I began the tradition of Christmas morning gifts when she was a little girl. The traditional day for gift-giving in Spain is Epiphany, 6 January, which is when the Magi were supposed to have brought their gifts to the infant Jesus. Our daughter was one of the very few in those years who received something from Santa Claus as well as the Magi, or Reyes Magos. Now, just about every kid receives something on both days. Stores go crazy pitching for both. 

I started the Santa tradition in our house because that was the tradition I grew up with. Because Epiphany is a regular day in the United States, and only a holiday in the Church's eyes, my parents didn't want me to feel left out when I asked for presents from Santa, just like every other kid then. So, Santa would always bring me presents, and leave a little money in my sock that I would hang from the tree. The only concession we made to the Spanish celebration, was to leave the tree up until January 6th, when Christmas would truly end. 

We also conceded to the American tradition of celebrating Christmas dinner. My father received an enormous turkey from his employers every Thanksgiving and Christmas while I was a child and adolescent. Christmas Eve is not a half-day in Boston like it is here, and my parents would have to work. By the time they were both home, my mother was too tired to start cooking a big dinner, so it was easier to follow the American tradition. I still miss that part of it. Eating a lot at night is not conducive to sweet dreams. Still, I try to make a nice Christmas Day dinner. If not as copious as I would have liked, at least different. 

Things have changed for us this year, too. Now my father is missing, along with my mother. These last years, I made Christmas Eve supper and we would eat here. When we finished, and my father left for next door to go to bed, my husband, daughter, and I would go join the in-laws at the village. My father never wanted to eat late; he had gotten used to American hours, and complained if supper were much later than eight o'clock. So, by the time we were done here and went to the village, the in-laws would just be getting started. That was my husband's delight. He got to eat twice. This year, we simply went to the village, where we ate once. 

In Boston we had a large tree. It was artificial, and I grew to prefer artificial Christmas trees. Apart from spending once and having done with it, it seems wasteful to me to grow trees, just to have them sitting in a house, in the worst possible conditions for an uprooted tree, to most likely have it die in a pot in the next few months. And if you live in a city and don't have a balcony to place a potted fir that will outgrow the pot in a year if it lives? I prefer the trees planted in the woods or a large garden, not mistreated as a decoration for a few weeks and then discarded.

Our tree here is small, and is placed upon a small round table in front of the window, to make it look taller. I had to drill holes in the table and use wires to hold the tree still on the table.
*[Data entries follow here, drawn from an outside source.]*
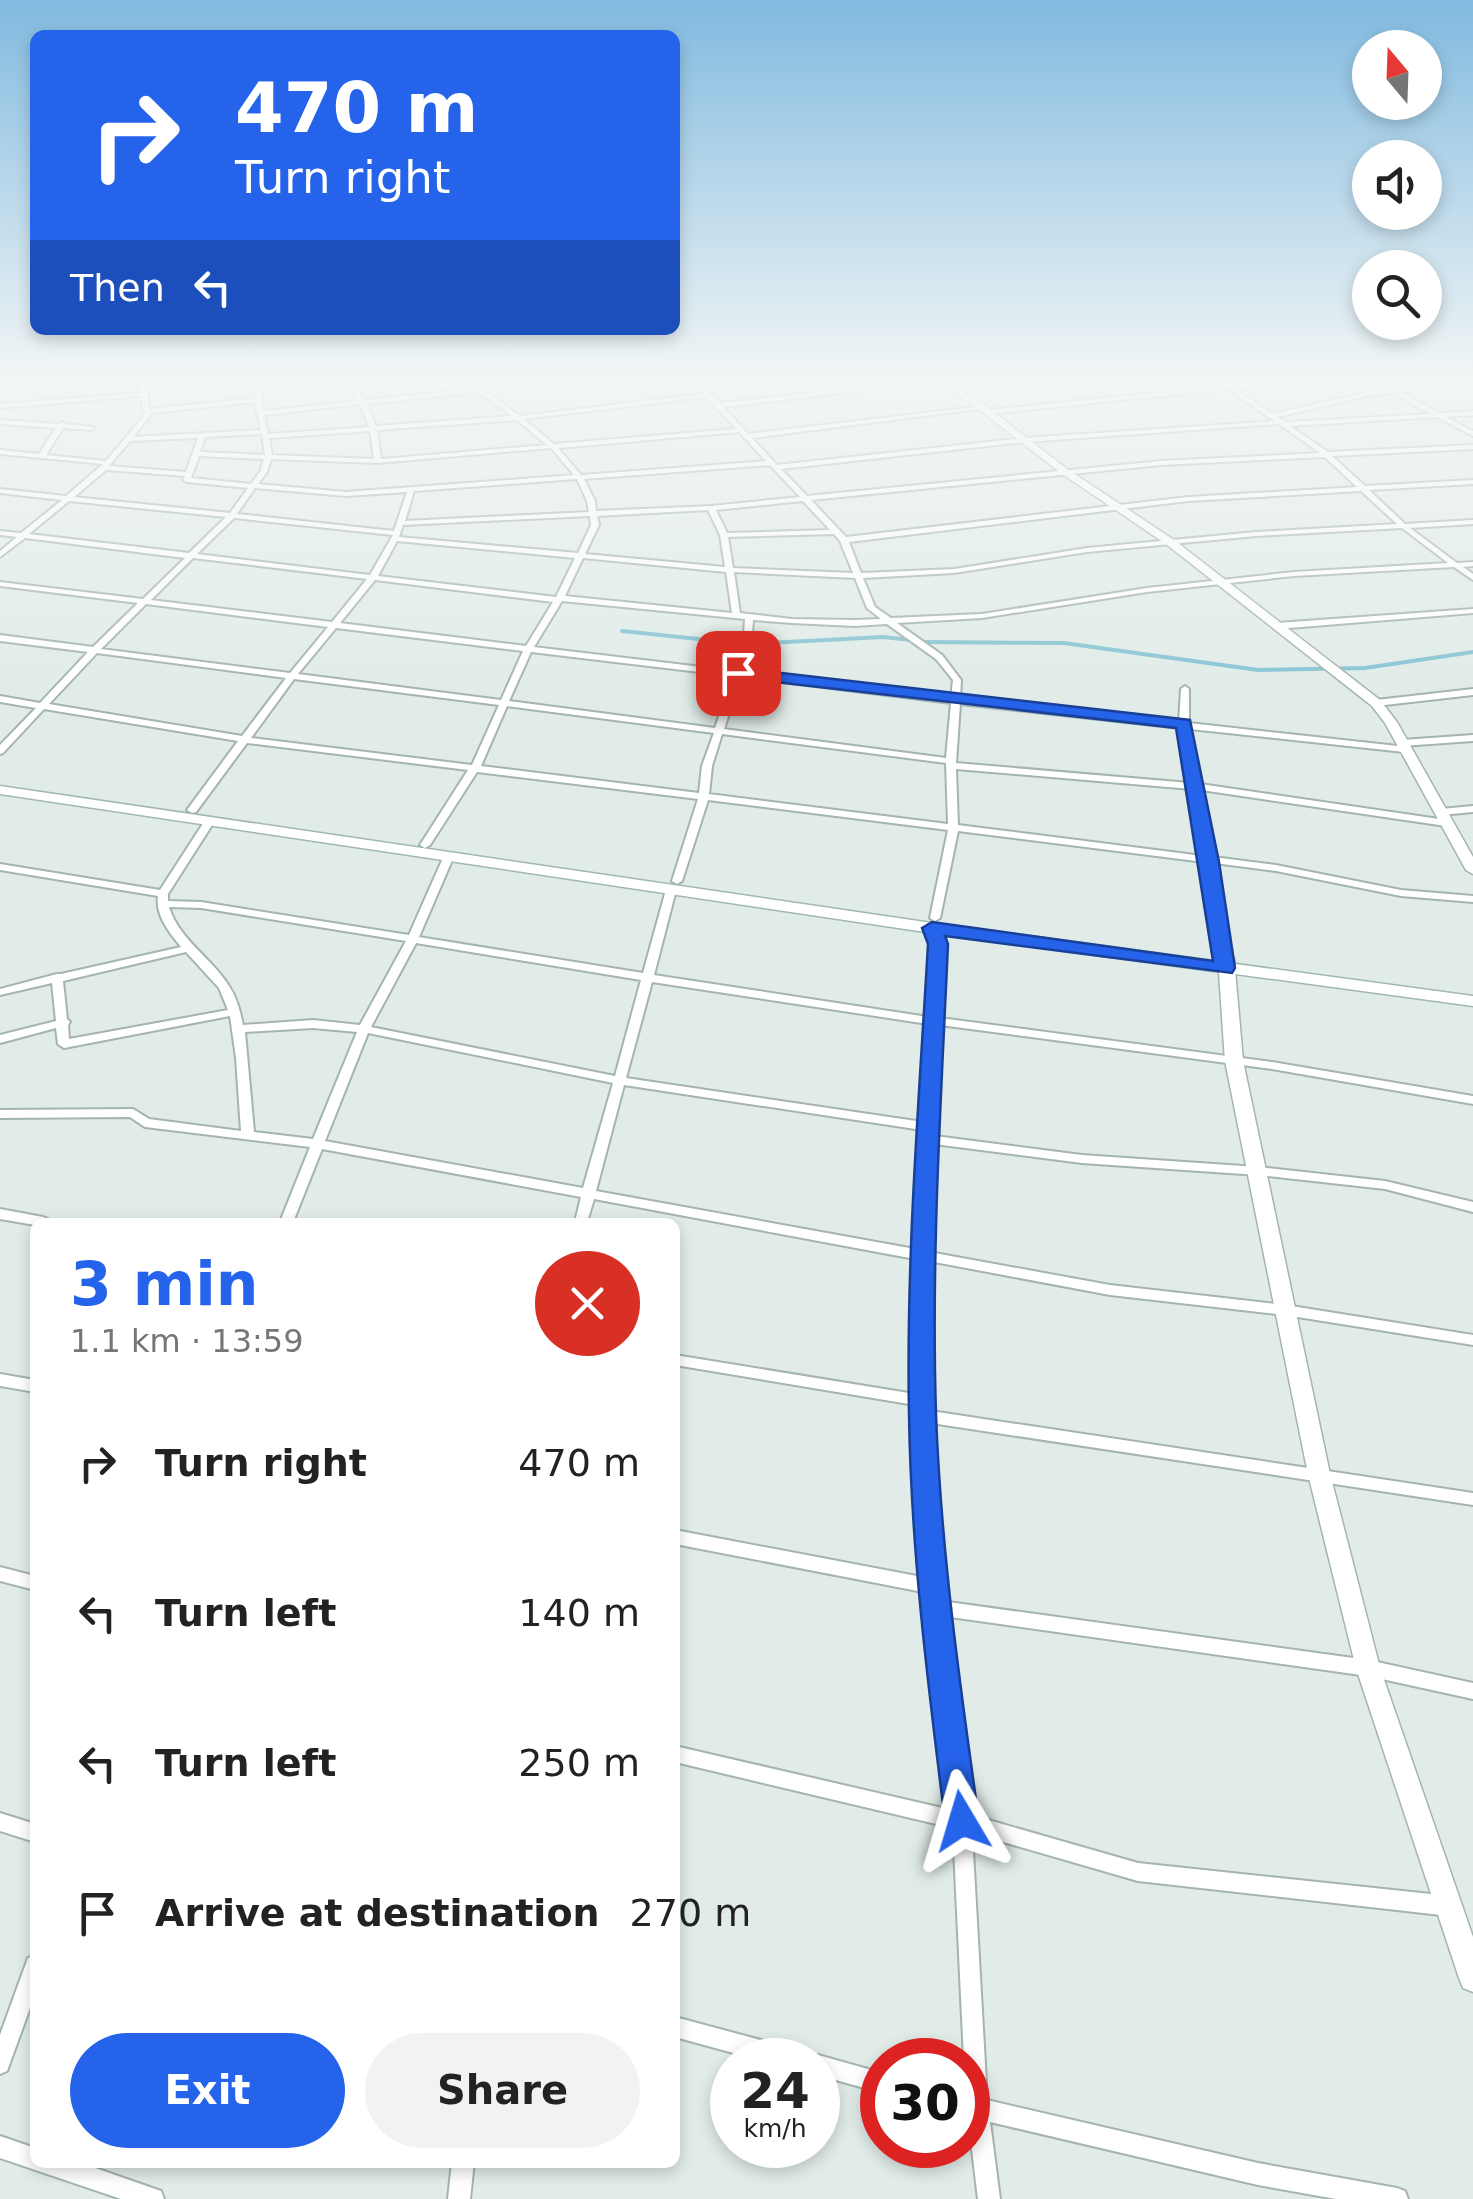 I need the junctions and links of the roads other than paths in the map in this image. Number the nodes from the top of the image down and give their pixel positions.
1 (85, 483) edge
2 (216, 483) edge
3 (253, 483) edge
4 (514, 483) edge
5 (580, 483) edge
6 (790, 483) edge
7 (961, 483) edge
8 (1083, 483) edge
9 (1355, 483) edge
10 (1459, 483) edge
11 (251, 485) junction
12 (1360, 487) junction
13 (411, 490) junction
14 (0, 491) edge
15 (66, 498) junction
16 (806, 500) junction
17 (1120, 506) junction
18 (710, 508) junction
19 (595, 515) junction
20 (232, 516) junction
21 (1473, 522) edge
22 (1402, 525) junction
23 (397, 532) junction
24 (836, 532) junction
25 (0, 533) edge
26 (724, 535) junction
27 (24, 536) junction
28 (844, 540) junction
29 (1170, 542) junction
30 (581, 554) junction
31 (0, 555) edge
32 (194, 555) junction
33 (1473, 564) edge
34 (1454, 565) junction
35 (727, 569) junction
36 (858, 576) junction
37 (1473, 578) edge
38 (372, 579) junction
39 (1219, 582) junction
40 (0, 584) edge
41 (149, 600) junction
42 (559, 600) junction
43 (1473, 611) edge
44 (736, 613) junction
45 (749, 616) junction
46 (884, 621) junction
47 (332, 626) junction
48 (1277, 626) junction
49 (0, 638) edge
50 (95, 650) junction
51 (528, 650) junction
52 (738, 673) junction
53 (290, 678) junction
54 (1185, 688) dead end
55 (1473, 692) edge
56 (0, 699) edge
57 (957, 701) junction
58 (1376, 703) junction
59 (502, 704) junction
60 (45, 705) junction
61 (1184, 724) junction
62 (720, 733) junction
63 (1473, 738) edge
64 (247, 740) junction
65 (1403, 746) junction
66 (0, 751) edge
67 (952, 763) junction
68 (476, 766) junction
69 (0, 780) edge
70 (1196, 786) junction
71 (0, 790) edge
72 (703, 800) junction
73 (1473, 808) edge
74 (192, 810) junction
75 (1444, 818) junction
76 (209, 822) junction
77 (953, 830) junction
78 (426, 845) junction
79 (448, 858) junction
80 (1210, 862) junction
81 (0, 867) edge
82 (1473, 870) edge
83 (674, 885) junction
84 (162, 899) junction
85 (1473, 899) edge
86 (934, 923) junction
87 (412, 938) junction
88 (189, 948) junction
89 (1225, 963) junction
90 (57, 976) junction
91 (650, 979) junction
92 (1473, 991) edge
93 (0, 992) edge
94 (1473, 1002) edge
95 (234, 1012) junction
96 (934, 1021) junction
97 (64, 1022) junction
98 (236, 1029) junction
99 (364, 1029) junction
100 (0, 1039) edge
101 (1234, 1060) junction
102 (622, 1081) junction
103 (1473, 1100) edge
104 (0, 1114) edge
105 (248, 1133) junction
106 (929, 1133) junction
107 (318, 1144) junction
108 (1258, 1171) junction
109 (587, 1195) junction
110 (1473, 1208) edge
111 (0, 1214) edge
112 (288, 1218) edge
113 (582, 1218) edge
114 (30, 1220) edge
115 (922, 1257) junction
116 (1284, 1310) junction
117 (1473, 1340) edge
118 (680, 1361) edge
119 (0, 1380) edge
120 (30, 1385) edge
121 (923, 1409) junction
122 (1319, 1474) junction
123 (1473, 1499) edge
124 (680, 1538) edge
125 (0, 1574) edge
126 (30, 1582) edge
127 (932, 1586) junction
128 (934, 1607) junction
129 (1368, 1668) junction
130 (1473, 1691) edge
131 (680, 1755) edge
132 (962, 1821) junction
133 (0, 1822) edge
134 (30, 1832) edge
135 (1459, 1918) edge
136 (1473, 1978) edge
137 (30, 1980) edge
138 (680, 2027) edge
139 (718, 2038) edge
140 (970, 2038) edge
141 (0, 2064) edge
142 (990, 2111) edge
143 (0, 2147) edge
144 (30, 2157) edge
145 (63, 2168) edge
146 (462, 2168) edge
147 (983, 2168) edge
148 (154, 2199) edge
149 (459, 2199) edge
150 (989, 2199) edge
151 (1397, 2199) edge

1 - 15 street
2 - 11 street
3 - 11 street
4 - 13 street
5 - 19 street
6 - 16 street
7 - 16 street
8 - 17 main road
9 - 12 street
10 - 12 street
11 - 13 street
11 - 20 street
12 - 17 street
12 - 22 street
13 - 23 street
14 - 15 street
15 - 20 street
15 - 27 street
16 - 18 street
16 - 24 street
17 - 28 street
17 - 29 main road
18 - 19 street
18 - 26 street
19 - 23 street
19 - 30 street
20 - 23 street
20 - 32 street
21 - 22 street
22 - 29 street
22 - 34 street
23 - 30 street
23 - 38 street
24 - 26 street
24 - 28 street
25 - 27 street
26 - 35 street
27 - 31 street
27 - 32 street
28 - 36 street
29 - 36 street
29 - 39 main road
30 - 35 street
30 - 42 street
32 - 38 street
32 - 41 street
33 - 34 street
34 - 37 street
34 - 39 street
35 - 36 street
35 - 44 street
36 - 46 street
38 - 42 street
38 - 47 street
39 - 46 street
39 - 48 main road
40 - 41 street
41 - 47 street
41 - 50 street
42 - 44 street
42 - 51 street
43 - 48 street
44 - 45 street
45 - 46 street
45 - 52 street
46 - 57 street
47 - 51 street
47 - 53 street
48 - 58 main road
49 - 50 street
50 - 53 street
50 - 60 street
51 - 52 street
51 - 59 street
52 - 57 street
52 - 62 street
53 - 59 street
53 - 64 street
54 - 61 street
55 - 58 street
56 - 60 street
57 - 61 street
57 - 67 street
58 - 65 main road
59 - 62 street
59 - 68 street
60 - 64 street
60 - 66 street
61 - 65 street
61 - 70 street
62 - 67 street
62 - 72 street
63 - 65 street
64 - 68 street
64 - 74 street
65 - 75 main road
67 - 70 street
67 - 77 street
68 - 72 street
68 - 78 street
69 - 74 main road
70 - 75 street
70 - 80 street
71 - 76 main road
72 - 77 street
72 - 83 street
73 - 75 street
74 - 78 main road
75 - 82 main road
76 - 79 main road
76 - 84 street
77 - 80 street
77 - 86 street
78 - 83 main road
79 - 83 main road
79 - 87 street
80 - 85 street
80 - 89 street
81 - 84 street
83 - 86 main road
83 - 91 street
84 - 87 street
84 - 88 street
86 - 89 main road
86 - 96 street
87 - 91 street
87 - 99 street
88 - 90 street
88 - 95 street
89 - 92 main road
89 - 94 main road
89 - 101 main road
90 - 93 street
90 - 97 street
91 - 96 street
91 - 102 street
95 - 97 street
95 - 98 street
96 - 101 street
96 - 106 street
97 - 100 street
98 - 99 street
98 - 105 street
99 - 102 street
99 - 107 street
101 - 103 street
101 - 108 main road
102 - 106 street
102 - 109 street
104 - 105 street
105 - 107 street
106 - 108 street
106 - 115 street
107 - 109 street
107 - 112 street
108 - 110 street
108 - 116 main road
109 - 113 street
109 - 115 street
111 - 114 street
115 - 116 street
115 - 121 street
116 - 117 street
116 - 122 main road
118 - 121 street
119 - 120 street
121 - 122 street
121 - 127 street
122 - 123 street
122 - 129 main road
124 - 127 street
125 - 126 street
127 - 128 street
128 - 129 street
128 - 132 street
129 - 130 street
129 - 135 main road
131 - 132 street
132 - 135 street
132 - 140 street
133 - 134 street
135 - 136 main road
137 - 141 street
138 - 139 street
142 - 151 street
143 - 144 street
145 - 148 street
146 - 149 street
147 - 150 street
Our cats loved the shiny tinsel, the twinkling lights, and the challenge. They would climb it every night. The tree would appear leaning against the wall, or on the floor. So, I devised the wires. They almost knocked down the entire contraption once or twice, but they still haven't succeeded. 

When we first arrived, over twenty years ago, it wasn't too common to have a Christmas tree. The custom was just starting. The more common custom was setting up a Nativity scene. I remember coming on vacation when I was a child and finding a small, old one that my parents had had since before I was born. It was of plastic, and supposedly the figures had been glued in their place, but some of them had come unglued, and I played with it as if it were a little dollhouse. Since we moved here, though, it hasn't really caught on in our household. I bought some pieces one year, and my daughter set it up next door on the dining room floor, but I don't think it's been set up since. There's really no room for it. A tree takes up a corner, but a proper Nativity scene takes up much more. Besides, apart from the delight of setting up an entire village at whim, we're not religious, and prefer the lights of the tree that mimic the light of the sun which has waned too much.
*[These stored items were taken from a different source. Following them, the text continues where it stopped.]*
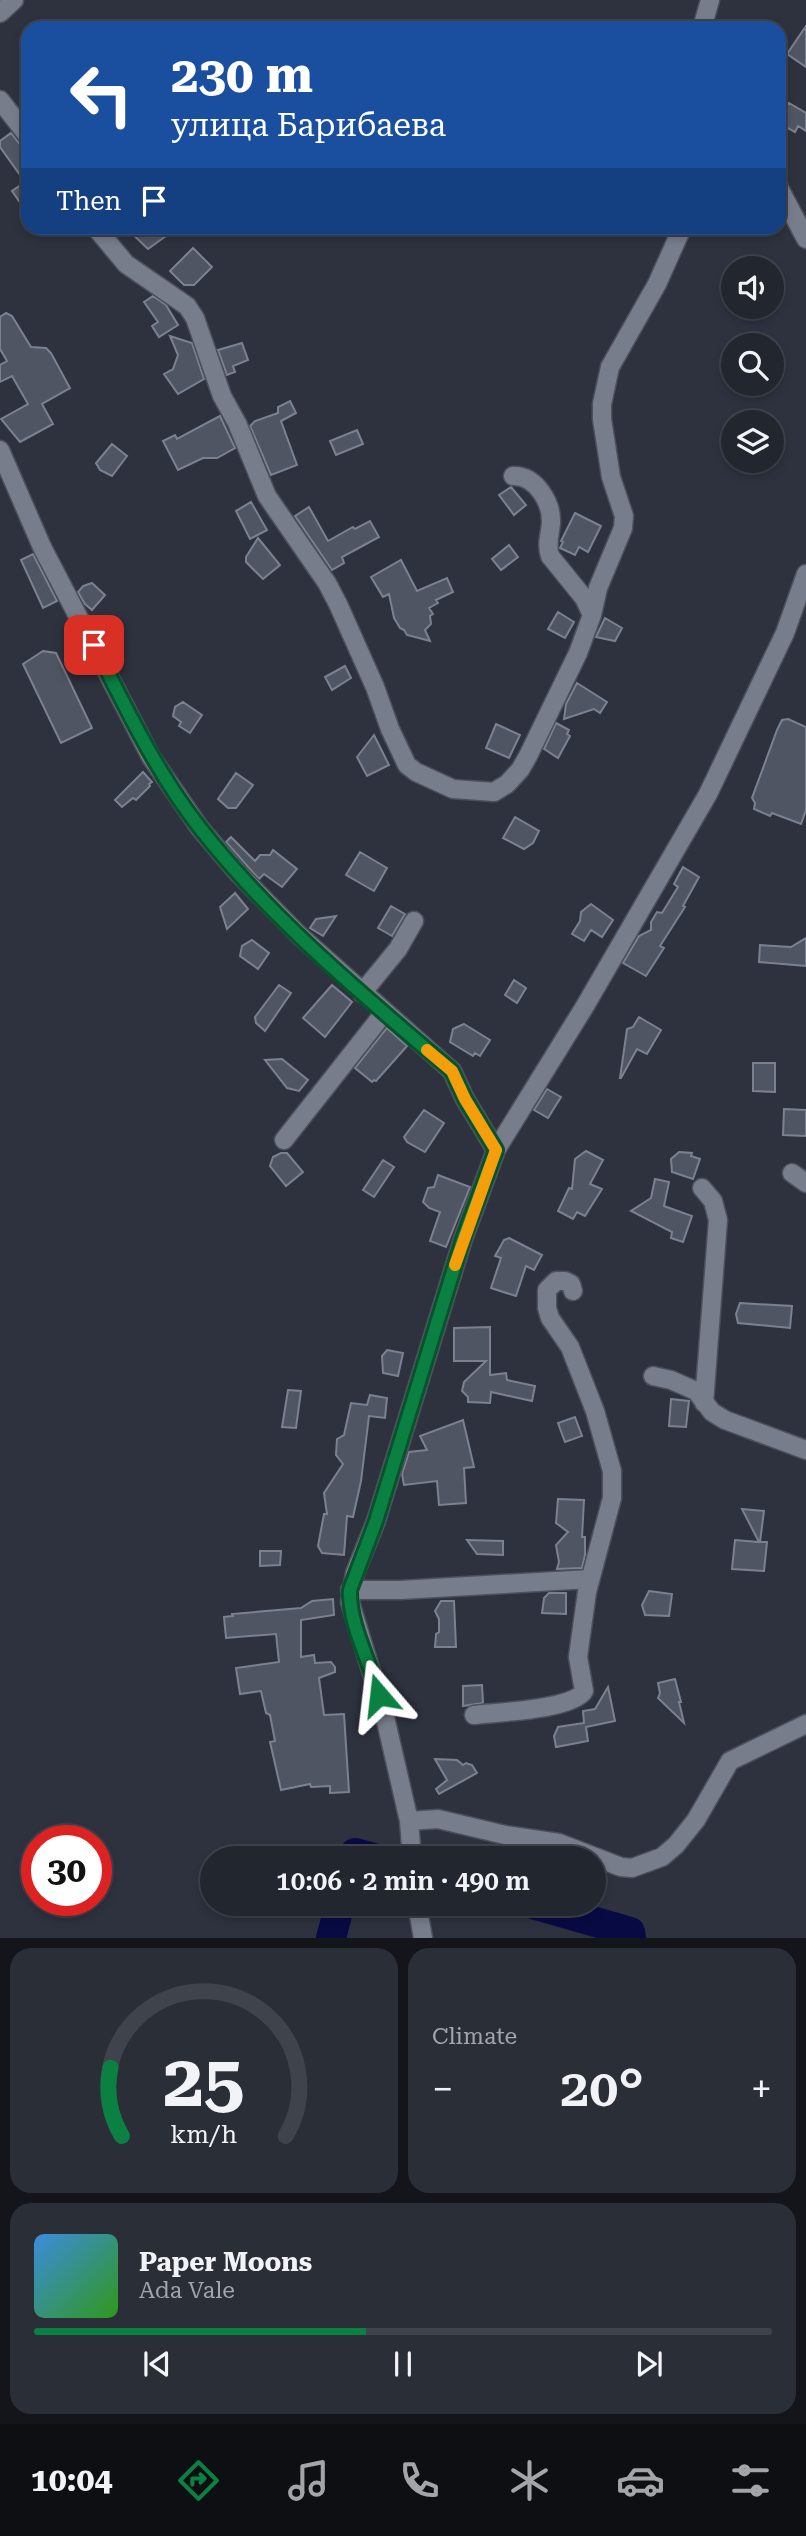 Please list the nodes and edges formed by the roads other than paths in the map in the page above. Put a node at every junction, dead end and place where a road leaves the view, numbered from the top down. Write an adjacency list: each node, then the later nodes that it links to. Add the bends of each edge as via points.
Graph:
1 (13, 0): 3 (street)
2 (710, 0): 4 (street)
3 (0, 12)
4 (704, 21)
5 (0, 100): 6 (street)
6 (21, 127)
7 (786, 201): 10 (street)
8 (102, 235): 14 (street, via 126,264 187,306 195,318 222,396 267,496 327,583 401,755 416,772 453,789 480,793 494,792 507,783 528,756)
9 (679, 235): 14 (street, via 608,377 602,419 624,522)
10 (806, 239)
11 (0, 450): 16 (street, via 42,547 151,757 237,872)
12 (513, 476): 14 (street, via 527,478 545,499 551,521 550,556)
13 (806, 574): 19 (street, via 785,633 708,794)
14 (592, 615)
15 (414, 921): 16 (street)
16 (362, 993): 17 (street)
17 (384, 1013): 18 (street); 19 (street, via 452,1071)
18 (284, 1140)
19 (496, 1150): 26 (street)
20 (702, 1188): 23 (street, via 713,1201 718,1220)
21 (573, 1290): 25 (street, via 571,1284 556,1281 547,1290 547,1308 575,1360 612,1471 612,1498)
22 (653, 1376): 23 (street, via 696,1391)
23 (705, 1402): 24 (street, via 725,1420)
24 (806, 1450)
25 (590, 1579): 26 (street); 27 (street, via 578,1657 585,1686 582,1695 558,1704)
26 (350, 1590): 29 (street)
27 (474, 1715)
28 (806, 1724): 29 (street, via 730,1761 676,1846 649,1864 621,1867 559,1843 438,1819)
29 (409, 1821): 30 (street)
30 (411, 1846)
31 (419, 1916): 32 (street)
32 (423, 1937)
The worst part of Christmastime is the lack of sun. But, the solstice having passed, we await the growing of the days, and the colored lights we see everywhere at night now, presage the longer days of spring just ahead. Like tradition, it shall not fail.

De Fondo, Navidad, Fondo De Navidad

Comments

  1. Merry Christmas, Maria. In our Franco-American house we do Christmas lunch instead of the Christmas eve late dinner. And I mix French and American cuisine: a capon, mashed potatoes with garlic, cream and butter, a baguette, and salad. Dessert this year came from the bakery. For Christmas Eve we went to the early mass at 18:30 and had a "light" dinner of foie gras, smoked salmon, salmon eggs and blinis with sweet cream.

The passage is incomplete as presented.